Create applications in the browser as fast as easy as console applications and have reactive, window-oriented and spreadsheet-like behaviours for free.
So you translate your inputs and outputs from console calls to playground widgets and with no more modifications you have reactive and spreadsheet behaviours.
Hplayground uses the same MFlow combinators running in the browser with the Haste compiler
This program creates two input boxes and present the sum below them:
import Haste.HPlay.View
import Control.Applicative
main= runBody action
action :: Widget ()
action = do
r <- (+) <$> inputInt Nothing `wake` OnKeyPress <++ br
<*> inputInt Nothing `wake` OnKeyPress <++ br
p (show r) ++> noWidget
Each widget creates his own rendering and manage his own events, that can be propagated or not down trough the monadic computation and trigger modifications in the DOM.
There is an IDE for Haste and hplayground it is running At:
With many examples.
You can install this IDE locally or in an Heroku instance. Follow the instructions at:
https://github.com/agocorona/tryhplay
Additionally you can see a more complex example: the hplay-todo, the todoMVC project for hplayground.
Under the hood there is the good old formlet concept. It uses monadic and applicative combinators The same ones used by MFlow in the server side. While the server side widgets of MFlow produce blaze-html output converted to bytestrings, playground construct a builder function that creates a tree in the HTML DOM when executed. This builder (perch) is monoidal so the formlet can aggregate subtrees. When some event happens in the widget subtree, the widget executes his code and reconstruct itself. If it return a valid result and it is in a monadic computation the tree continues recreating itself downstream by executing further widgets in the monadic sequence. If the event is raised within a widget that does not generate a valid result (return empty) the remaining widgets continue unchanged and unevaluated.

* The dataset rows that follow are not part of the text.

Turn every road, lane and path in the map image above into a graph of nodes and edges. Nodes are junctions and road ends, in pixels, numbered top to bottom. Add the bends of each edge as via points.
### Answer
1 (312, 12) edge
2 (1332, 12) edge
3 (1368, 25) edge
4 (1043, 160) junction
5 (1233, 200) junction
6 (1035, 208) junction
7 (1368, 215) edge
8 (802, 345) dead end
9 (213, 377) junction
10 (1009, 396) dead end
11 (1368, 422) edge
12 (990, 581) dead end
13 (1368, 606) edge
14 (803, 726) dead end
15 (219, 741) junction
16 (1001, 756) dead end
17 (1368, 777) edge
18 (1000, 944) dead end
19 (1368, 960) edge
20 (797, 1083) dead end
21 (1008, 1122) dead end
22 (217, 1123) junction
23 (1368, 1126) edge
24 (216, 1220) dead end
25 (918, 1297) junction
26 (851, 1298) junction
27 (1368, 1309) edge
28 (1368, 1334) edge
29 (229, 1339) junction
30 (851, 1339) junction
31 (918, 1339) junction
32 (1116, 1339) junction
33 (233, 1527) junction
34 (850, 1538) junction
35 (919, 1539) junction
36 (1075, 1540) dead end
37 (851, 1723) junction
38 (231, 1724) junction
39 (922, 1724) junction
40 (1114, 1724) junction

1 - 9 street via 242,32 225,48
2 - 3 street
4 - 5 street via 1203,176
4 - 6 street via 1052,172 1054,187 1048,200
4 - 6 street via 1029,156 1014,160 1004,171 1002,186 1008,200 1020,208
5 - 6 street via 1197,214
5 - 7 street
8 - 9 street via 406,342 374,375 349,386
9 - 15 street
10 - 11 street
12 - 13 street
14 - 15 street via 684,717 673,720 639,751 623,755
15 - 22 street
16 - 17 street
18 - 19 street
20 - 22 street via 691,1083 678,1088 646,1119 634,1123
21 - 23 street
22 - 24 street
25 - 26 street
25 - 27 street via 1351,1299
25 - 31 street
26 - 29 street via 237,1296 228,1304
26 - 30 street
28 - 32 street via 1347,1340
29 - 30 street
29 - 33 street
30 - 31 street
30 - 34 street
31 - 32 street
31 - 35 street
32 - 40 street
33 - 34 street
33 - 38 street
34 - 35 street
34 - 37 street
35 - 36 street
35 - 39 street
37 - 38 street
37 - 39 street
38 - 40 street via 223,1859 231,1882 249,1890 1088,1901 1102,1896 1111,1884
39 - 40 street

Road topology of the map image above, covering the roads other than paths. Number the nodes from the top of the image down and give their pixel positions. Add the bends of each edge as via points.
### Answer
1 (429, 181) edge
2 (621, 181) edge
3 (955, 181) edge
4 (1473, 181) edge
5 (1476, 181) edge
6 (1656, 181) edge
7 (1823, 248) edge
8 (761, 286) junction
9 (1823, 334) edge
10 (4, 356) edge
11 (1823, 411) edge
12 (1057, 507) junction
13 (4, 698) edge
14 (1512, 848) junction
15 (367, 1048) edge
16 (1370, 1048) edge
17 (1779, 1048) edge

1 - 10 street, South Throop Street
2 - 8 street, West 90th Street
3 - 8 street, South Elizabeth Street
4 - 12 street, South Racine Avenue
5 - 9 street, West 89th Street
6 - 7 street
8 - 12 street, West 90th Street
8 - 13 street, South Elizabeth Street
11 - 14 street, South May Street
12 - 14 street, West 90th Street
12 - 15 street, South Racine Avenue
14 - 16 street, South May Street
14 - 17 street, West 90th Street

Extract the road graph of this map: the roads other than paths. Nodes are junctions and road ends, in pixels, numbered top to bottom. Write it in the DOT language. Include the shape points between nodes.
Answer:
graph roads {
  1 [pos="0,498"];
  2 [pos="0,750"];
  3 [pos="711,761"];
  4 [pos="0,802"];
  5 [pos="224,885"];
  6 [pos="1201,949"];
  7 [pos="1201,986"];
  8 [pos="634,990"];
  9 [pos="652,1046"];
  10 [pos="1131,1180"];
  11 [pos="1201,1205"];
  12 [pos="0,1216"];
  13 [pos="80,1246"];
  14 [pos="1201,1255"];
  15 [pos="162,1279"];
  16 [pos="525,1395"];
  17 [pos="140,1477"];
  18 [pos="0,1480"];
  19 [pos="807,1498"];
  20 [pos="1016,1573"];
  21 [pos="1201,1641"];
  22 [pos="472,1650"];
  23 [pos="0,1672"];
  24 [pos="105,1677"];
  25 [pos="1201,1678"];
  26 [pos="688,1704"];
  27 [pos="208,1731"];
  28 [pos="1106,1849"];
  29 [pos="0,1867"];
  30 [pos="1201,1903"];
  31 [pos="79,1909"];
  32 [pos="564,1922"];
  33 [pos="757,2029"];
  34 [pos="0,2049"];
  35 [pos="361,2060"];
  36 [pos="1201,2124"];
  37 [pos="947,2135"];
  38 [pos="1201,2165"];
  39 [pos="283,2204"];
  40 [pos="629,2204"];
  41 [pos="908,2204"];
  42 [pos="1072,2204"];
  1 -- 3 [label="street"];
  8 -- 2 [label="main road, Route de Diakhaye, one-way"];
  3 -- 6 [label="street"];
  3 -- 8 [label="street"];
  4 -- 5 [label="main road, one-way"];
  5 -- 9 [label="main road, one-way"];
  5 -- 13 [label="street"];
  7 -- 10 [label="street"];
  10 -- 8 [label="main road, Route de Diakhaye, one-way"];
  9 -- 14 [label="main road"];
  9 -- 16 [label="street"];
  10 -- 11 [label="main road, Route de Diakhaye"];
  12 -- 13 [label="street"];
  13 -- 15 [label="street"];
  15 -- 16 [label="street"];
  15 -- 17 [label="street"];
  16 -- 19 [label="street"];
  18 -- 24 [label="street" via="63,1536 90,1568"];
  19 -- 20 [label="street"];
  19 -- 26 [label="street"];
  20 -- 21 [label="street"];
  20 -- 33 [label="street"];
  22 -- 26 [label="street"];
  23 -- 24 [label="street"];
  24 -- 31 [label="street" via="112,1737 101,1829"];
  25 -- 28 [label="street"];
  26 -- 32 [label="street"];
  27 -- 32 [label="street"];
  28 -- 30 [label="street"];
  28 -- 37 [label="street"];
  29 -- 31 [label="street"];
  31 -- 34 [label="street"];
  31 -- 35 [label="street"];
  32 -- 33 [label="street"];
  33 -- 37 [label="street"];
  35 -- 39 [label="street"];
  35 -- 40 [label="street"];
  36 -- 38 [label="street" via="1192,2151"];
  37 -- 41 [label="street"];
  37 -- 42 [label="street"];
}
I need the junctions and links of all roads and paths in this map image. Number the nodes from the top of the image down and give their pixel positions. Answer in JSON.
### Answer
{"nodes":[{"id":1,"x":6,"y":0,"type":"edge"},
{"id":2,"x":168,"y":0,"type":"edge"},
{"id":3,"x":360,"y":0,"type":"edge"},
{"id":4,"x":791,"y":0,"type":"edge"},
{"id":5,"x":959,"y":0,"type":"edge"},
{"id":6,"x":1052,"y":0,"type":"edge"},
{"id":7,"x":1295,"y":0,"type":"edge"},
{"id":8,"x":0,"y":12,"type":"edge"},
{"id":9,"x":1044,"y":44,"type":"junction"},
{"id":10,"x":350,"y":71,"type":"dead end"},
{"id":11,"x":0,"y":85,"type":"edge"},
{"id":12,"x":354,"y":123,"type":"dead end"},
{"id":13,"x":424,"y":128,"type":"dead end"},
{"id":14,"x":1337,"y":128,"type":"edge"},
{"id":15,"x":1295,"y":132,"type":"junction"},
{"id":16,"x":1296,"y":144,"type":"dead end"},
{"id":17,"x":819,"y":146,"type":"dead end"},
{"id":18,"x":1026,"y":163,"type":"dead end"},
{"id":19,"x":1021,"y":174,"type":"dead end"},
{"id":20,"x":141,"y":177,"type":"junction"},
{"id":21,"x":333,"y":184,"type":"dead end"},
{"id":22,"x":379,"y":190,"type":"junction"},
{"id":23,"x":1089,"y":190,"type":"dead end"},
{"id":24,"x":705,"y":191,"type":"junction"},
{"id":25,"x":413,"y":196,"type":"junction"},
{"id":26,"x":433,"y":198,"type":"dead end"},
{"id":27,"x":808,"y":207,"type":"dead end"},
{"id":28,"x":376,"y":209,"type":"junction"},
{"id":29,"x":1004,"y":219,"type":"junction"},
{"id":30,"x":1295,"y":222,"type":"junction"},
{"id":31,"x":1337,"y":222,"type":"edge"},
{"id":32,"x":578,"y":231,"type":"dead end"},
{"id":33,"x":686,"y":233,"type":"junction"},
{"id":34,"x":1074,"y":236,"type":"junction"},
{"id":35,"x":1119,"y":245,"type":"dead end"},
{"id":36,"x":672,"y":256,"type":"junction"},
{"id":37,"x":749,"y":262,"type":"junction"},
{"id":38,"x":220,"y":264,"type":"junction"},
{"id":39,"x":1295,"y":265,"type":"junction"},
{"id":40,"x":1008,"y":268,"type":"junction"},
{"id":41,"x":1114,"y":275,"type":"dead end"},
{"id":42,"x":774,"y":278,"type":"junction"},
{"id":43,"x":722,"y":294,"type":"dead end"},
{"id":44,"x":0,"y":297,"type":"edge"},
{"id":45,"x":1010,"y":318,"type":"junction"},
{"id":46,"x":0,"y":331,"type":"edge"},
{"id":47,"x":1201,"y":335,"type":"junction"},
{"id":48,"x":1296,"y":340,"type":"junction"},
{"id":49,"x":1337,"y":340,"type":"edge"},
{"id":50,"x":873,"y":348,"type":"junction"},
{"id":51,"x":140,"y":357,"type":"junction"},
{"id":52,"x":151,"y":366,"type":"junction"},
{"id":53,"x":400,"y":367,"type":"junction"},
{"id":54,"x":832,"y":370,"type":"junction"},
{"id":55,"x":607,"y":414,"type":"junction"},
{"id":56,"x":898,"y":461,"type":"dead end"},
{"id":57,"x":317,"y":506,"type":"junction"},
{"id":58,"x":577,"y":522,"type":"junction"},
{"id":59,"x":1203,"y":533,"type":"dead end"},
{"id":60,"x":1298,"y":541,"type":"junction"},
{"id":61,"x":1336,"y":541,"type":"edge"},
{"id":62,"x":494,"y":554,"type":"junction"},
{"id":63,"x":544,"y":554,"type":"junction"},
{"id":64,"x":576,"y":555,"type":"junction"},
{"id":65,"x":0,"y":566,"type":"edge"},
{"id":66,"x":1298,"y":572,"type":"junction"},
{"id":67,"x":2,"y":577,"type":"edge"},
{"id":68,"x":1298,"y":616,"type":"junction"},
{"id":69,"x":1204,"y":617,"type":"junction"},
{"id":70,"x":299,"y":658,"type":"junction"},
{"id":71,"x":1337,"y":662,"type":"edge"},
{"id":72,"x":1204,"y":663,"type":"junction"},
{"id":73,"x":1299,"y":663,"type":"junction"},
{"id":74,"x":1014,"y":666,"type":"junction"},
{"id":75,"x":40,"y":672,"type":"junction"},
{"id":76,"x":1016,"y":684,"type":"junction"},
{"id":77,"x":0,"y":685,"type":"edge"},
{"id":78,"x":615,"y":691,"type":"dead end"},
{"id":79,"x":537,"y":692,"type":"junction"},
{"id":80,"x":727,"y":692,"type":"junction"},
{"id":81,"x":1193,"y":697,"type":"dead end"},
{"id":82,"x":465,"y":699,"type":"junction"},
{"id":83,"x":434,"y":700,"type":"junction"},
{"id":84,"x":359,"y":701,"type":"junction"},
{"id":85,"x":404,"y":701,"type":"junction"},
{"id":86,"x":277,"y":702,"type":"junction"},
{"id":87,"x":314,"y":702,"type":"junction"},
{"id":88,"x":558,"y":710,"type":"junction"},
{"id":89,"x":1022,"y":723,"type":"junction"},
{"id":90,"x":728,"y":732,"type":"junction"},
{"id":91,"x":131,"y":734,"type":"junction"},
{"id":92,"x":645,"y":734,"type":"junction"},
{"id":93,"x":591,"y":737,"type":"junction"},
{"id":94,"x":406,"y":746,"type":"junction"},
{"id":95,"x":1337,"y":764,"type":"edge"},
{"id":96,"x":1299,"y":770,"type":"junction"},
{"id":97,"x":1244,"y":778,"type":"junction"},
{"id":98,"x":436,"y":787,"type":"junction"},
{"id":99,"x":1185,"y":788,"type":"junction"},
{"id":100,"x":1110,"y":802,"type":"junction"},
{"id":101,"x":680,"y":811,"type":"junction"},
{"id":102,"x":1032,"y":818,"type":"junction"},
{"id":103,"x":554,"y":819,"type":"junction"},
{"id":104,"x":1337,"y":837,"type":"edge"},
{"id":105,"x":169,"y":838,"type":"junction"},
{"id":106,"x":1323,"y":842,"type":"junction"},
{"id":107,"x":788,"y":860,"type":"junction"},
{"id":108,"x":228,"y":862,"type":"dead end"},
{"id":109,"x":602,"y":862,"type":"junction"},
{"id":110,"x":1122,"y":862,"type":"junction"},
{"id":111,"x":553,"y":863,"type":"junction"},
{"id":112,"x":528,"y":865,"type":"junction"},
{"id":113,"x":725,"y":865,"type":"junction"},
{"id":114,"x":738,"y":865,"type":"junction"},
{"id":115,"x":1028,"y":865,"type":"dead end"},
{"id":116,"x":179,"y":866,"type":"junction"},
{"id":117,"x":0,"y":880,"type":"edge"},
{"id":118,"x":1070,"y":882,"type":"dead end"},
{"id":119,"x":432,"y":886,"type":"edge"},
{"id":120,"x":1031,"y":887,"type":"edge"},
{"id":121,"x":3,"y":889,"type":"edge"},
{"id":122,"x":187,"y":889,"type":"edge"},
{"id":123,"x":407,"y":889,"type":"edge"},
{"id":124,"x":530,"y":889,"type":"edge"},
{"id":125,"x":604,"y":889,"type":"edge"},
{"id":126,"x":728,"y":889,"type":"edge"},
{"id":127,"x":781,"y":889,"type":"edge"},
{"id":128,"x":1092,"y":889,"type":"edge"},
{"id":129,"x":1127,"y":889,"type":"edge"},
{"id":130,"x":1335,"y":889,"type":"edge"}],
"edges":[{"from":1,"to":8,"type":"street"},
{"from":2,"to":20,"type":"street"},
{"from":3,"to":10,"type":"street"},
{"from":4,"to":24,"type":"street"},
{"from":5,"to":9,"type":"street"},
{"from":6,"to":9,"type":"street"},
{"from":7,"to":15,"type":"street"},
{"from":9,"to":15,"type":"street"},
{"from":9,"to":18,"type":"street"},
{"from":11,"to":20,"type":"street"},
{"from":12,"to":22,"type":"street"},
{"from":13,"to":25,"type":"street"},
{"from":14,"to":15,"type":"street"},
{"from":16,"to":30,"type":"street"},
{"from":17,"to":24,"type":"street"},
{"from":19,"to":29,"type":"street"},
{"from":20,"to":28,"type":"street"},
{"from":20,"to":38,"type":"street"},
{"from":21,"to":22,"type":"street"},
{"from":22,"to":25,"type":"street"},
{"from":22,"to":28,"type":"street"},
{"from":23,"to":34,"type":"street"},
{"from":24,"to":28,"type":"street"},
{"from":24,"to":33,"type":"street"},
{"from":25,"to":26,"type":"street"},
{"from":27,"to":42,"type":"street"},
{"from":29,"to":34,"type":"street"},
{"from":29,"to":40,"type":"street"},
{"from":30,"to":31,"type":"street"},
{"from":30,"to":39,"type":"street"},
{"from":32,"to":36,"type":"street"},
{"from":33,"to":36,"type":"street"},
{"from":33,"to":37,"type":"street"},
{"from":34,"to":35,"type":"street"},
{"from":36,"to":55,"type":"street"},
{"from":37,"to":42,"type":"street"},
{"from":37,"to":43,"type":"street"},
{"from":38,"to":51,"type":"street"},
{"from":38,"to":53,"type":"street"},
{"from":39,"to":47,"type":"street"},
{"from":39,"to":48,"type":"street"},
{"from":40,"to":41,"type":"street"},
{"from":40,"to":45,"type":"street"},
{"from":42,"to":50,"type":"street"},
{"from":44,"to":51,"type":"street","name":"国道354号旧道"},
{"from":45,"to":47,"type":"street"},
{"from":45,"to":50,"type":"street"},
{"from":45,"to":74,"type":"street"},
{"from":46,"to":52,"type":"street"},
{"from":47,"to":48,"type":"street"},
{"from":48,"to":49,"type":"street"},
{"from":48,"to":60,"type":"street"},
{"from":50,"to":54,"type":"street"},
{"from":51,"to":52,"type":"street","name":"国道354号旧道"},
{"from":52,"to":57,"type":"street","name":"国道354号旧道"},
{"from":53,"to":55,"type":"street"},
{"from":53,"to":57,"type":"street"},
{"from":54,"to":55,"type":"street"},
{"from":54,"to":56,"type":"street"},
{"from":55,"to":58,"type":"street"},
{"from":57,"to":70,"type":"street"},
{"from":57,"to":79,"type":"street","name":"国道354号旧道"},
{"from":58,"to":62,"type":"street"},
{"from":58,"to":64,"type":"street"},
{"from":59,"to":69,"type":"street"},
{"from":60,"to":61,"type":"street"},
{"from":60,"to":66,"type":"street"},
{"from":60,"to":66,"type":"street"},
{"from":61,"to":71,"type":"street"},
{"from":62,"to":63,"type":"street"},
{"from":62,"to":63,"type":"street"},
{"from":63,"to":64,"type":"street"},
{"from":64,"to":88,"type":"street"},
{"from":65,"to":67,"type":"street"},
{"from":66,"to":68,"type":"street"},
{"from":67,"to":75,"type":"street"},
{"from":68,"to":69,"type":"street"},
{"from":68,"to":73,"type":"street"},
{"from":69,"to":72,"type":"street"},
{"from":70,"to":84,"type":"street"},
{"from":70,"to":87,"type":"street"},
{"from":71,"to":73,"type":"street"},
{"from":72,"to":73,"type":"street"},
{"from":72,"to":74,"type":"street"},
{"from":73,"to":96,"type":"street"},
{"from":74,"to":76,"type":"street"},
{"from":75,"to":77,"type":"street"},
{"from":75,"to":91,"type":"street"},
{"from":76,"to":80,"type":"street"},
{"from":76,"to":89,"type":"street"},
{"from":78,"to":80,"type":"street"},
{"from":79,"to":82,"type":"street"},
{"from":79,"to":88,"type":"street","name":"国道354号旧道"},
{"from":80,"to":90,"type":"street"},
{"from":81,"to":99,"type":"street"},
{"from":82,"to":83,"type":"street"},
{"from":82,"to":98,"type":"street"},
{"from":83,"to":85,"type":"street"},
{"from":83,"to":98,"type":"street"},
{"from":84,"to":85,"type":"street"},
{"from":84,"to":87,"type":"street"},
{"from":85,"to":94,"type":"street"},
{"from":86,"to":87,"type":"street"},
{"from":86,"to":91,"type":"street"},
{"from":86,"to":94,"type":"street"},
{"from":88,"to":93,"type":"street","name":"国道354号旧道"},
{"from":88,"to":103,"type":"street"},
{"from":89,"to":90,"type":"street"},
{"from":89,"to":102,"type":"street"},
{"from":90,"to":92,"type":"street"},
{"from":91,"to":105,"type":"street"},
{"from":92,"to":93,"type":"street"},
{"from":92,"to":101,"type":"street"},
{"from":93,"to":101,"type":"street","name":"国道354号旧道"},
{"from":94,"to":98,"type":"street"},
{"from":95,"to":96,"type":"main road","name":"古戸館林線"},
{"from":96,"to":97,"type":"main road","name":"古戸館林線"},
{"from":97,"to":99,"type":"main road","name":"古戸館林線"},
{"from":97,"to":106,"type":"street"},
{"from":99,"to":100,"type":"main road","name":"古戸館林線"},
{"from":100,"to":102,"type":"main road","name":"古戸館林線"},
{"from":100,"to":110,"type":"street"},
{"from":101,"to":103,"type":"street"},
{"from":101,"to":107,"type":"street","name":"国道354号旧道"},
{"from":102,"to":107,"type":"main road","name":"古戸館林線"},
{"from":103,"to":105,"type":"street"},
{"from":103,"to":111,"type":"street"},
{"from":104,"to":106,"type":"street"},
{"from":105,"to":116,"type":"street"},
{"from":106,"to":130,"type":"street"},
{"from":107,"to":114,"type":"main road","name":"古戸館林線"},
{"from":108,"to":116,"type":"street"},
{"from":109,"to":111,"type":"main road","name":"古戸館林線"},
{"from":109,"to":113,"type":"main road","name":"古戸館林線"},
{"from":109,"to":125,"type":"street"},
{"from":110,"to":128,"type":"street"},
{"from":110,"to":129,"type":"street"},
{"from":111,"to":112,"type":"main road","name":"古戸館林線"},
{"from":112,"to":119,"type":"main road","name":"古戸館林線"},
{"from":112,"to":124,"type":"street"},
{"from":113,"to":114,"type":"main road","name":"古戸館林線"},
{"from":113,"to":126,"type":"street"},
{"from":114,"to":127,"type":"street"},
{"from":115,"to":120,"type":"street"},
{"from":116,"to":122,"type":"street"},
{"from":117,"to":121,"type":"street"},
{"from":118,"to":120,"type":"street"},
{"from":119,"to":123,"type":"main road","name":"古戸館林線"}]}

Non-local modifications of the DOM works with the new "at" primitive. Option buttons, checkboxes and drop-down buttons works with the same syntax than MFlow.
The Cell module has Lens-like primitives for updates of form elements and experimental math operations with form elements as spreadsheet cells. Currently it is at the beginning.
https://registry.hub.docker.com/u/agocorona/tryhplay/
Contains everything necessary to use hplayground
install the ghc compiler
install Haste:
>cabal install haste-compiler
>haste-boot
install perch
>haste-inst install haste-perch
clone hplayground
>git clone http://github.com/agocorona/hplayground
install hplayground:
>haste-inst install
or install it from Hackage using cabal:
>haste-inst install hplayground
compile
>cd src
>hastec Main.hs --output-html
hastec uses ghc internally so you can expect ordinary ghc error messages in your development.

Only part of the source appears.